(Records for this task Opens)

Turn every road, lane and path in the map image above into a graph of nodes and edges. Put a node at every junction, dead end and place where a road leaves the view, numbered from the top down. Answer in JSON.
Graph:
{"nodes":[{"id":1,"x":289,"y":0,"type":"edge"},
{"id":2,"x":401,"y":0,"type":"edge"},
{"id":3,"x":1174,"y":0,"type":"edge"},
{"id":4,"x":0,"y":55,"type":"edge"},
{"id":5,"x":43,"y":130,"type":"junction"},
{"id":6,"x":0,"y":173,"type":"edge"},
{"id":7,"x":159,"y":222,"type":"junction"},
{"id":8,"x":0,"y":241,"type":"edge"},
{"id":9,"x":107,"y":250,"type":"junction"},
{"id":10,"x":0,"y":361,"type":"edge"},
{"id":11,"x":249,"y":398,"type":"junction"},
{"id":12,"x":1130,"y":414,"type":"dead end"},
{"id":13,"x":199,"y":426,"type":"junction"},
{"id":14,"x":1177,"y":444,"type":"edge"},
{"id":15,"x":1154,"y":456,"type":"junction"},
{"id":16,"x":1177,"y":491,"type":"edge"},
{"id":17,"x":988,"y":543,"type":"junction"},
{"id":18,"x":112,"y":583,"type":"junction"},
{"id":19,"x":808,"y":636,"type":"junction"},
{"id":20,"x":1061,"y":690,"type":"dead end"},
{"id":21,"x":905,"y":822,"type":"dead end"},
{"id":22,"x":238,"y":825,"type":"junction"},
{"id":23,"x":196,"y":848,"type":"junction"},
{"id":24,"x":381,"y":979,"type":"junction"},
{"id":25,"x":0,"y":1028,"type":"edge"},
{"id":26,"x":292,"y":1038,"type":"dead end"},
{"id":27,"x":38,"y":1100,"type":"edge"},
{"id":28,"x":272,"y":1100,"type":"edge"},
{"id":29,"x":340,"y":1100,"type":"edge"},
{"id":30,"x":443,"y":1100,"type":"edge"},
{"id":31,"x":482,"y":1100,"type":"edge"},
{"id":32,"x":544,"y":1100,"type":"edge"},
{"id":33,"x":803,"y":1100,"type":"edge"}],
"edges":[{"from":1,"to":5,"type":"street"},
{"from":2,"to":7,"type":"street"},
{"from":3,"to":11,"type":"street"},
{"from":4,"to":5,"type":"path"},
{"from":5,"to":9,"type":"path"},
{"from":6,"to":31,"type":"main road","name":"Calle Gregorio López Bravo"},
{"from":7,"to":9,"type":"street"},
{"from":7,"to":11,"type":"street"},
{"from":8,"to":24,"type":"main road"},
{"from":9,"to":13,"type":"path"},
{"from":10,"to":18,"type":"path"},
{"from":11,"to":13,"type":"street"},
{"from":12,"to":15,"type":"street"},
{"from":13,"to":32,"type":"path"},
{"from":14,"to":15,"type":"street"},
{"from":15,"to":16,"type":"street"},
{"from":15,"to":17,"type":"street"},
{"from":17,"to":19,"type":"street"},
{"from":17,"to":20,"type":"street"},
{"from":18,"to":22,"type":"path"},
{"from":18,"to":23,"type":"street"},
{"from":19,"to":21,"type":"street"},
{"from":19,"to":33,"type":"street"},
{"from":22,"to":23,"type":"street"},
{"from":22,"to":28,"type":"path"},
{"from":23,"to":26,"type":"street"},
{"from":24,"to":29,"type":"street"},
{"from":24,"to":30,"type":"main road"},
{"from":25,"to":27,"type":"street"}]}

(Records for this task Closes)

Line by line, retype the data exactly as written.

Turn every road, lane and path in the map image above into a graph of nodes and edges. Put a node at every junction, dead end and place where a road leaves the view, numbered from the top down. Answer in JSON.
Graph:
{"nodes":[{"id":1,"x":289,"y":0,"type":"edge"},
{"id":2,"x":401,"y":0,"type":"edge"},
{"id":3,"x":1174,"y":0,"type":"edge"},
{"id":4,"x":0,"y":55,"type":"edge"},
{"id":5,"x":43,"y":130,"type":"junction"},
{"id":6,"x":0,"y":173,"type":"edge"},
{"id":7,"x":159,"y":222,"type":"junction"},
{"id":8,"x":0,"y":241,"type":"edge"},
{"id":9,"x":107,"y":250,"type":"junction"},
{"id":10,"x":0,"y":361,"type":"edge"},
{"id":11,"x":249,"y":398,"type":"junction"},
{"id":12,"x":1130,"y":414,"type":"dead end"},
{"id":13,"x":199,"y":426,"type":"junction"},
{"id":14,"x":1177,"y":444,"type":"edge"},
{"id":15,"x":1154,"y":456,"type":"junction"},
{"id":16,"x":1177,"y":491,"type":"edge"},
{"id":17,"x":988,"y":543,"type":"junction"},
{"id":18,"x":112,"y":583,"type":"junction"},
{"id":19,"x":808,"y":636,"type":"junction"},
{"id":20,"x":1061,"y":690,"type":"dead end"},
{"id":21,"x":905,"y":822,"type":"dead end"},
{"id":22,"x":238,"y":825,"type":"junction"},
{"id":23,"x":196,"y":848,"type":"junction"},
{"id":24,"x":381,"y":979,"type":"junction"},
{"id":25,"x":0,"y":1028,"type":"edge"},
{"id":26,"x":292,"y":1038,"type":"dead end"},
{"id":27,"x":38,"y":1100,"type":"edge"},
{"id":28,"x":272,"y":1100,"type":"edge"},
{"id":29,"x":340,"y":1100,"type":"edge"},
{"id":30,"x":443,"y":1100,"type":"edge"},
{"id":31,"x":482,"y":1100,"type":"edge"},
{"id":32,"x":544,"y":1100,"type":"edge"},
{"id":33,"x":803,"y":1100,"type":"edge"}],
"edges":[{"from":1,"to":5,"type":"street"},
{"from":2,"to":7,"type":"street"},
{"from":3,"to":11,"type":"street"},
{"from":4,"to":5,"type":"path"},
{"from":5,"to":9,"type":"path"},
{"from":6,"to":31,"type":"main road","name":"Calle Gregorio López Bravo"},
{"from":7,"to":9,"type":"street"},
{"from":7,"to":11,"type":"street"},
{"from":8,"to":24,"type":"main road"},
{"from":9,"to":13,"type":"path"},
{"from":10,"to":18,"type":"path"},
{"from":11,"to":13,"type":"street"},
{"from":12,"to":15,"type":"street"},
{"from":13,"to":32,"type":"path"},
{"from":14,"to":15,"type":"street"},
{"from":15,"to":16,"type":"street"},
{"from":15,"to":17,"type":"street"},
{"from":17,"to":19,"type":"street"},
{"from":17,"to":20,"type":"street"},
{"from":18,"to":22,"type":"path"},
{"from":18,"to":23,"type":"street"},
{"from":19,"to":21,"type":"street"},
{"from":19,"to":33,"type":"street"},
{"from":22,"to":23,"type":"street"},
{"from":22,"to":28,"type":"path"},
{"from":23,"to":26,"type":"street"},
{"from":24,"to":29,"type":"street"},
{"from":24,"to":30,"type":"main road"},
{"from":25,"to":27,"type":"street"}]}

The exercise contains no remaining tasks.